И снова я полночи не спала. Сколько ни убеждала, ни уговаривала себя уехать, уехать, внутри что-то твердит одно: стыдно! Почему стыдно, не знаю. Каждый на моем месте уехал бы. Ты-то — уж конечно! Ну, мало ли кто тут что обо мне думать станет, не все ли мне равно! Уеду — забуду, и меня забудут. А стыд во мне горит, печет. И чувствую, не могу через стыд этот переступить, не могу!.. Лежу и реву в подушку.
Доконала меня утром хозяйка. Разбудила Катька, втащив сверток.
— Мамка в магазине убирается. Тебе вон на дорогу пирогов испекла. С грибами. Вкуснота!..
И я побежала в контору. Как в воду головой. Боялась остановиться, оглядеться. Влетела к директору. Он сидел задумавшись, подперев голову рукой. Увидев меня, выдвинул ящик стола.
— Остаюсь! — говорю я, сама чуть не плачу. — Остаюсь!
— Ну, — сказал он, — передумала! — и заулыбался. Во весь рот. От уха до уха. Как маленький…
Вот десять дней уже изучаю, в чем обязанности мастера и что значит добывать живицу. Так что, как видишь, жива. А почему осталась? Не знаю.
3
Ты спрашиваешь, что я тут делаю. Умираю от усталости, от боли, от голода, от стыда, от обиды.

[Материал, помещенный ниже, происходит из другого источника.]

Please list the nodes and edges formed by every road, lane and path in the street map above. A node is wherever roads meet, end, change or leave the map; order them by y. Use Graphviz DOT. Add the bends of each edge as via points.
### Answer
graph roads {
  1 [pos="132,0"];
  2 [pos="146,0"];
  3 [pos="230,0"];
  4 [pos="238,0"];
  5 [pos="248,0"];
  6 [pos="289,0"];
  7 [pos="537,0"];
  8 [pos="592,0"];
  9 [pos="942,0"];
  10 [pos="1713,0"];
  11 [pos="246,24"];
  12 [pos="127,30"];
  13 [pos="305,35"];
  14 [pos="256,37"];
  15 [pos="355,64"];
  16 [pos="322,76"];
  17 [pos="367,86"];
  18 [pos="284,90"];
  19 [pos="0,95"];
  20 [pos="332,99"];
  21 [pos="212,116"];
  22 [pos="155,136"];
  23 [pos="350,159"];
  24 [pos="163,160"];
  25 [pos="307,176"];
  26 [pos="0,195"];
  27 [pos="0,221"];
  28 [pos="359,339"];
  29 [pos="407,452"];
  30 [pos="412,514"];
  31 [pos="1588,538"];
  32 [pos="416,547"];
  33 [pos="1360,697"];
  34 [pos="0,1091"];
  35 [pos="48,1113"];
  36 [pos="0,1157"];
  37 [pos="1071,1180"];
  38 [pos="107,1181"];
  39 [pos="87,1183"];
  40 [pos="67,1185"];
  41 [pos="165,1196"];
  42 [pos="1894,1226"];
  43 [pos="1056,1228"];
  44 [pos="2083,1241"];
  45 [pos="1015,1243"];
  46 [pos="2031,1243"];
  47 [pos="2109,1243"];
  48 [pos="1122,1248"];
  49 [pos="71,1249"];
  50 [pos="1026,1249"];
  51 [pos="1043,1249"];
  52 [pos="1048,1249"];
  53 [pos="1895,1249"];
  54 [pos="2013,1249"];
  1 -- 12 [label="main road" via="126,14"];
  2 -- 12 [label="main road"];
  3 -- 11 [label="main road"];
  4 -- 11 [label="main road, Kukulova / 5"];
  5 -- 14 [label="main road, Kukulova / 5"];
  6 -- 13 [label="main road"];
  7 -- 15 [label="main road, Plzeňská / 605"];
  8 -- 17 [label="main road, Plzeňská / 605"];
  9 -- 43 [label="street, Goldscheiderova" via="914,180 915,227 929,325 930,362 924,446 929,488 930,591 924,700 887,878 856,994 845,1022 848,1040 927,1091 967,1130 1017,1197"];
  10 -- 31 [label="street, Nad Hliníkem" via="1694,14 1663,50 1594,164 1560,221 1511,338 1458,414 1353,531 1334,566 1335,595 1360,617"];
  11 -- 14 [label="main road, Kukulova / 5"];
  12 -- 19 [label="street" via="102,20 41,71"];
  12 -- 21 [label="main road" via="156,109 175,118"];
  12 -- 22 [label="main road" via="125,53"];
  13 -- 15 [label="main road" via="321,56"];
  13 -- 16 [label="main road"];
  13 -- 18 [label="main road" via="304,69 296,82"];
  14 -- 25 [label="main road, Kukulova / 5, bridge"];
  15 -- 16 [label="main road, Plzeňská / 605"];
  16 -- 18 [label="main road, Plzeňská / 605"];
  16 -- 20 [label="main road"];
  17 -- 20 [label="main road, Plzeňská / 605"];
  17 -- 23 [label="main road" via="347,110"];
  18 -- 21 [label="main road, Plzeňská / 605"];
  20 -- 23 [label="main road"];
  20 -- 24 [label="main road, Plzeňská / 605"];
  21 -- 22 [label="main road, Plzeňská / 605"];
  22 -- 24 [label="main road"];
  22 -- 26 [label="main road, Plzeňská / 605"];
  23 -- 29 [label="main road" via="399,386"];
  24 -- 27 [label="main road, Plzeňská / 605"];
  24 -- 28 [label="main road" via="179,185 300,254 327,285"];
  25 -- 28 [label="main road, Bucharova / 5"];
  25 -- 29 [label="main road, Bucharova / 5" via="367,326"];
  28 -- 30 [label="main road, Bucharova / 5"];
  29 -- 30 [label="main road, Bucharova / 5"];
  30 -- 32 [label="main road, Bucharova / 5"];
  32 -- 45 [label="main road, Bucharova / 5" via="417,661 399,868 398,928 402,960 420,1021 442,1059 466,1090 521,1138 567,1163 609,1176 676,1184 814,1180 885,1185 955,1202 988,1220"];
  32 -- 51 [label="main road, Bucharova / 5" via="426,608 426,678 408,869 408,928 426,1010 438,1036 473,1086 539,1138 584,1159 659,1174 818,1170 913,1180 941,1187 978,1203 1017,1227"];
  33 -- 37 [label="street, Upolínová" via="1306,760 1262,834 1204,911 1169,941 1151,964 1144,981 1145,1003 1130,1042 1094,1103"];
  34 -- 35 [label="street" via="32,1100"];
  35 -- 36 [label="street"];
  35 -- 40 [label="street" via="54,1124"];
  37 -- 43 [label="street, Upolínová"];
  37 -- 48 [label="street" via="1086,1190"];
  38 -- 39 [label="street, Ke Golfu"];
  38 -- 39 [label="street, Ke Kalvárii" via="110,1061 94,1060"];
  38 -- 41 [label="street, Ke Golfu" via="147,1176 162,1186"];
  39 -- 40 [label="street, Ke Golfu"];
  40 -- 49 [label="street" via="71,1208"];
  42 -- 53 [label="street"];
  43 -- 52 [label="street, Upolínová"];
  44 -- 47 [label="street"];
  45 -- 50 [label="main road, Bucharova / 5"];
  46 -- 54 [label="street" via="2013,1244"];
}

Второй день мастер соседнего участка Платон Иванович Проскурин учит меня нарезать желобки на стволе дерева. Я напросилась. Мастер должен следить за тем, чтобы работа велась правильно, по инструкции. Нельзя просто так кромсать деревья, бессмысленно губить лес. Ведь после того как лесохимики «выдоят» деревья, сюда придут лесорубы и повалят их, повезут на стройки, на фабрики… Так вот, чтобы следить и понимать, надо же самой что-то уметь.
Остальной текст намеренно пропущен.